Le droit international humanitaire reconnait deux catégories de personnes dans les conflits armés, les civils (4e Convention de Genève) et les combattants (3e Convention de Genève). Qu’en est-il des combattants civils ou étrangers comme ceux ayant rejoint la légion internationale appelée par le président ukrainien?
— Le droit de la guerre encadre leurs activités. Soit ce sont des civils qui participent aux hostilités, or les civils n’ont pas le droit de participer aux hostilités. Donc ils perdent leur protection à titre de civil, c’est à dire qu’ils restent des civils mais ils peuvent être visés par des militaires. Et ils peuvent donc aussi faire l’objet de poursuites. Les personnes intégrées au sein des forces armées, avec uniformes et armes, deviennent elles des combattants, et sont dès lors également soumises aux règles des combattants.
Qui poursuit-on pour un crime de guerre, l'exécutant ? Le commanditaire ? Toute la chaîne ?
— Toute la chaîne ! Il y a une distinction suivant les cours. La CPI juge les plus gros perpétrateurs. Tous les autres crimes individuels sont renvoyés à la responsabilité des juridictions nationales.
Qui dépose la plainte ? Un État ? Un individu ?
— Des individus, car ce sont des poursuites pénales individuelles
Plusieurs enquêtes ont été lancées concernant la guerre en Ukraine, par la CPI à la demande de 39 États, par les Nations unies (une commission d'enquête); par l'OSCE (avec la mise sur pied d'une équipe de trois enquêteurs mardi)...

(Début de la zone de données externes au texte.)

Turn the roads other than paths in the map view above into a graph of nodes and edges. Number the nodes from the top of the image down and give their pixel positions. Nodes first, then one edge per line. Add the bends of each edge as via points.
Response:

— Il y a aussi la Cour internationale de justice (CIJ) qui a statué hier (mercredi 16 mars). Elle juge les différends entre États. L’Ukraine l'avait saisi pour dire que la Russie avait violé la convention sur la répression et la prévention du crime de génocide, car dans son discours préalable au déclenchement de son offensive, le Président Poutine a pris prétexte d’un génocide en Ukraine pour déclencher la guerre, et les Ukrainiens disent que c’est faux.

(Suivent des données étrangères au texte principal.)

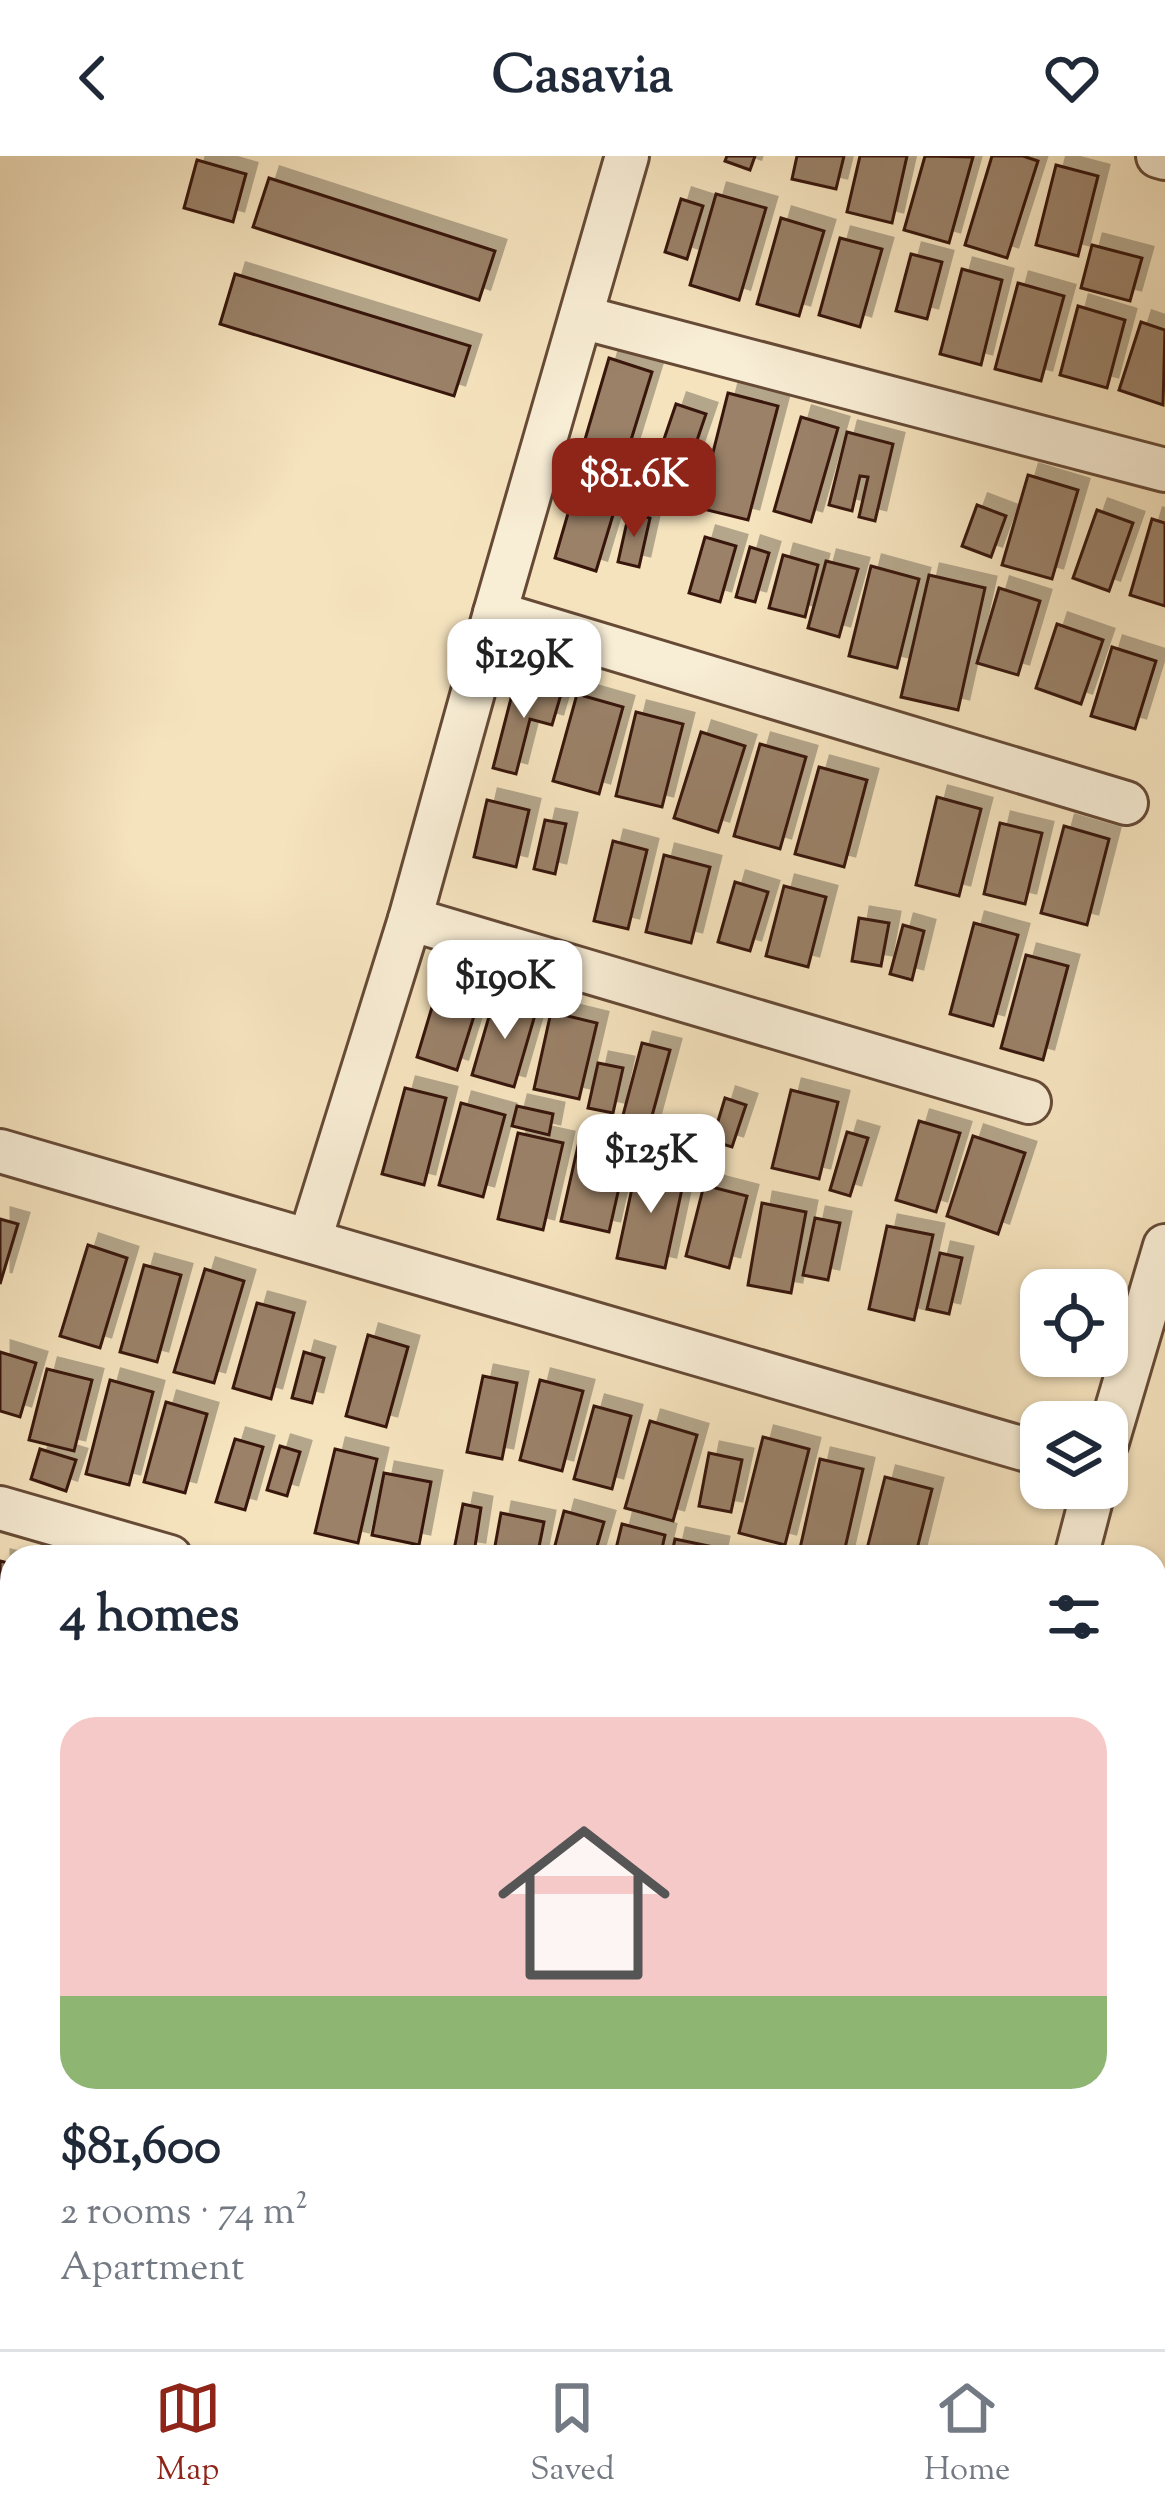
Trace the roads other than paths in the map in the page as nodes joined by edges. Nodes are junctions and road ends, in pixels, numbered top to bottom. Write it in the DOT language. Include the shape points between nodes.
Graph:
graph roads {
  1 [pos="627,156"];
  2 [pos="581,317"];
  3 [pos="1165,470"];
  4 [pos="495,613"];
  5 [pos="1126,802"];
  6 [pos="410,919"];
  7 [pos="1029,1102"];
  8 [pos="0,1151"];
  9 [pos="310,1239"];
  10 [pos="1165,1246"];
  11 [pos="1119,1401"];
  12 [pos="1020,1448"];
  13 [pos="0,1508"];
  14 [pos="1089,1509"];
  15 [pos="128,1545"];
  16 [pos="1079,1545"];
  1 -- 2 [label="street"];
  2 -- 3 [label="street"];
  2 -- 4 [label="street"];
  4 -- 5 [label="street"];
  4 -- 6 [label="street"];
  6 -- 7 [label="street"];
  6 -- 9 [label="street"];
  8 -- 9 [label="street"];
  9 -- 12 [label="street"];
  10 -- 11 [label="street"];
  13 -- 15 [label="street"];
  14 -- 16 [label="street"];
}
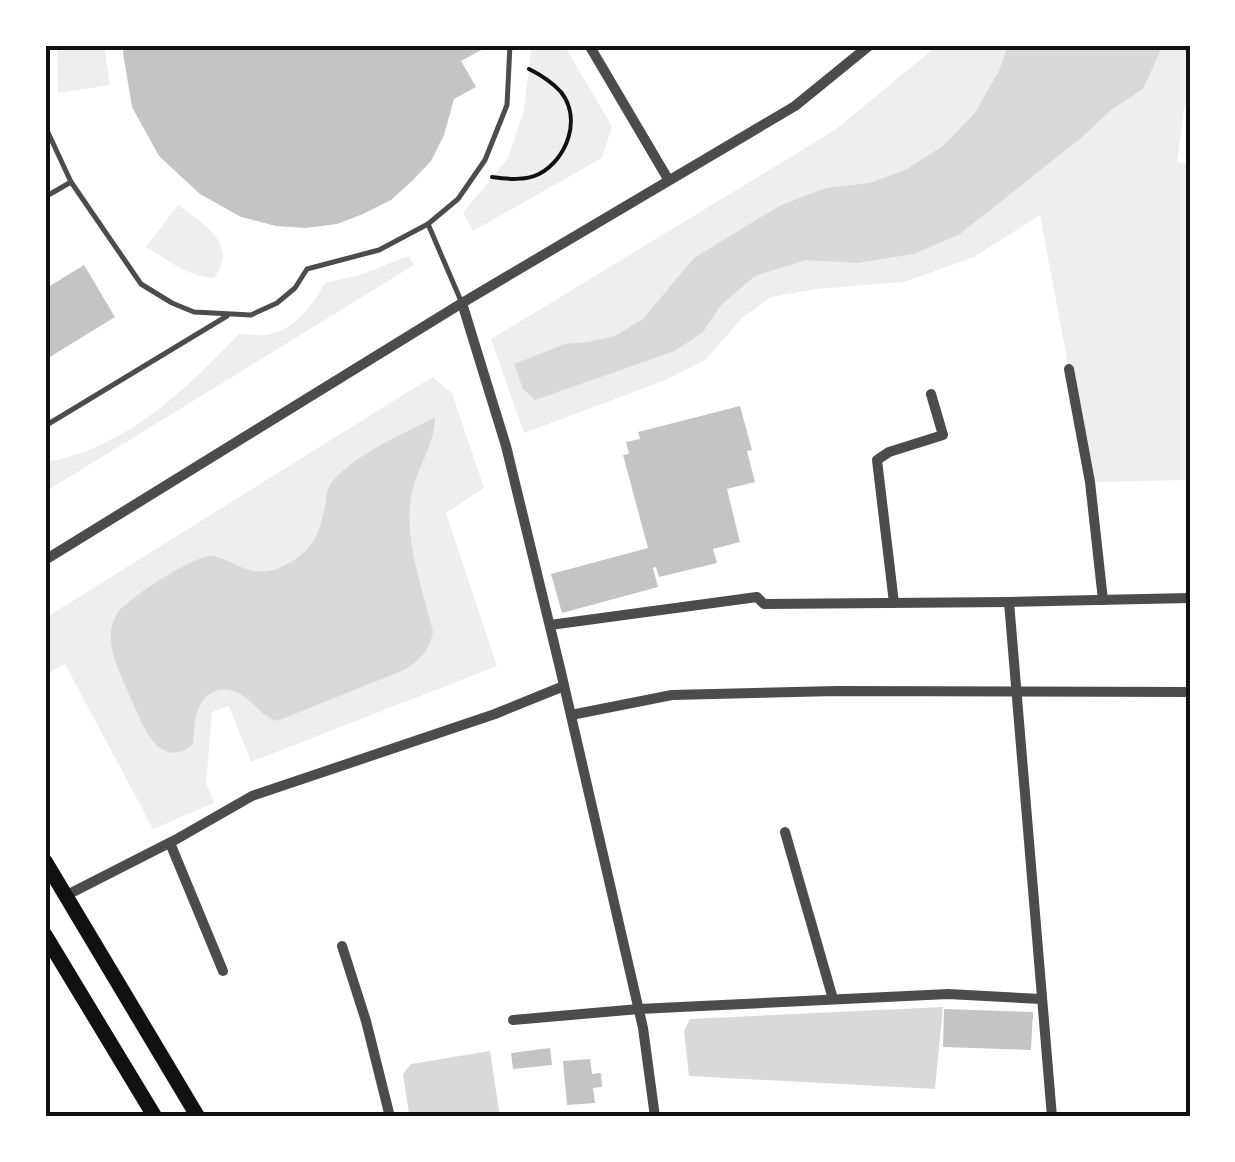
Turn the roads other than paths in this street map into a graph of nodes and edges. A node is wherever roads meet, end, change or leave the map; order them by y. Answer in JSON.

Le fait qu’il y ait autant d’enquêtes ne risque-t-il pas d'être contre productif ?
— Non au contraire, cela montre que le droit a déployé son arsenal dans toute sa plénitude. On a un maillage juridique hyper resserré sur la situation en Ukraine, c’est très bonne nouvelle pour le droit. Il ne faut pas y avoir non plus de l’agitation, il y aura un vrai impact.

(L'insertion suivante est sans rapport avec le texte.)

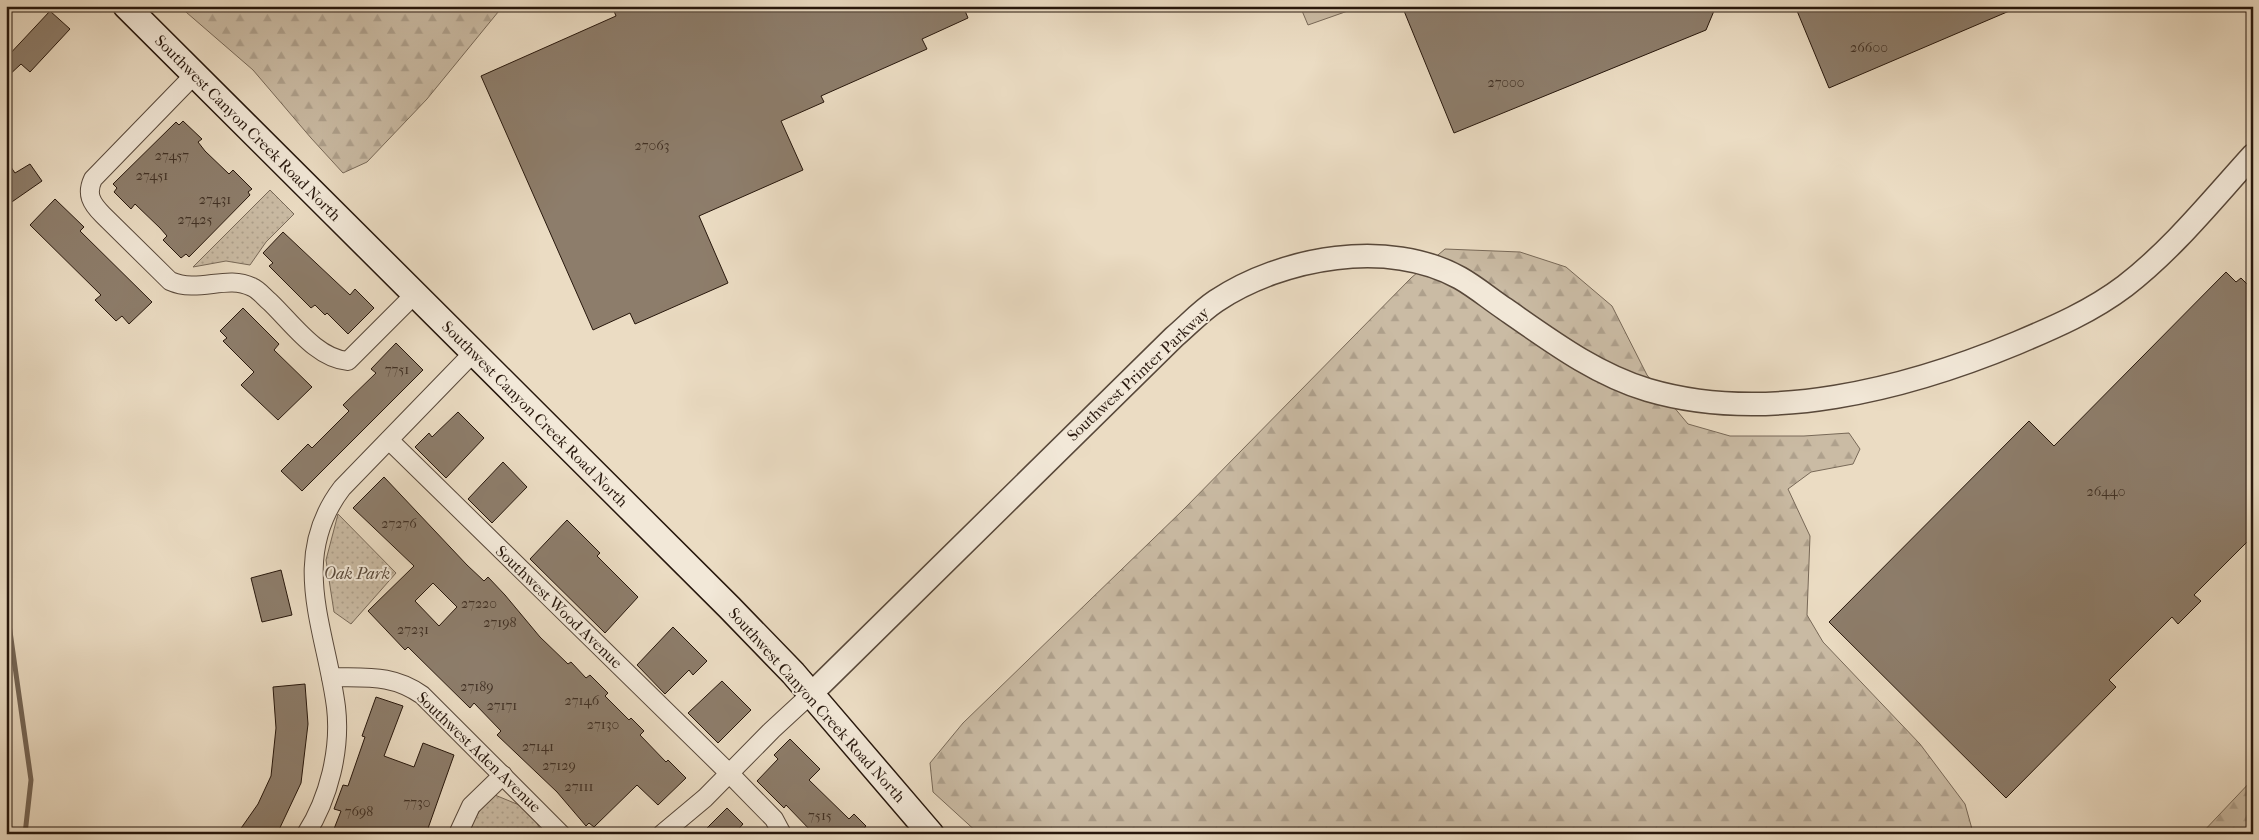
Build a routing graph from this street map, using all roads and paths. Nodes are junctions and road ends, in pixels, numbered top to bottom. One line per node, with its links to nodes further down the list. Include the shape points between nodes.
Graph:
1 (126, 6): 2 (main road, Southwest Canyon Creek Road North)
2 (195, 74): 4 (main road, Southwest Canyon Creek Road North); 4 (street, via 93,179 88,190 92,204 102,215 170,281 195,287 239,281 254,288 321,352 336,360 348,361)
3 (2253, 155): 8 (street, Southwest Printer Parkway, via 2146,269 2092,308 1958,365 1838,397 1808,401 1715,404 1638,386 1595,368 1562,349 1464,280 1411,259 1361,256 1330,259 1257,280 1216,300 1174,337)
4 (414, 295): 5 (main road, Southwest Canyon Creek Road North)
5 (474, 352): 6 (street); 8 (main road, Southwest Canyon Creek Road North, via 729,607)
6 (389, 440): 7 (street, via 333,500 316,540 312,566); 9 (street, Southwest Wood Avenue)
7 (331, 678): 10 (street, Southwest Aden Avenue, via 390,679 407,684); 11 (street, via 337,724 334,756 328,785)
8 (811, 694): 9 (street); 16 (main road, Southwest Canyon Creek Road North)
9 (729, 773): 14 (street); 15 (street, Southwest Wood Avenue, via 774,819)
10 (503, 775): 12 (street, via 471,806); 13 (street, Southwest Aden Avenue)
11 (306, 834)
12 (458, 834)
13 (561, 834)
14 (662, 834)
15 (782, 834)
16 (931, 834)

La Commission européenne dit qu’il faut aider ceux qui font le travail de collecte d’informations. Qui peut participer à ce travail ?
— Ce sont les enquêteurs qui vont choisir leurs interlocuteurs sur le terrain, et la société civile en fait partie bien sûr.
Joe Biden a qualifié (mercredi) Vladimir Poutine de « criminel de guerre », qu’est ce que cela veut dire dans le texte et dans le droit ?
— C’est une déclaration politique, Joe Biden n’est pas un juge et seul un juge peut dire qui est un criminel.
Qu’est ce que vous observez-vous dans ce conflit au regard du droit de la guerre ?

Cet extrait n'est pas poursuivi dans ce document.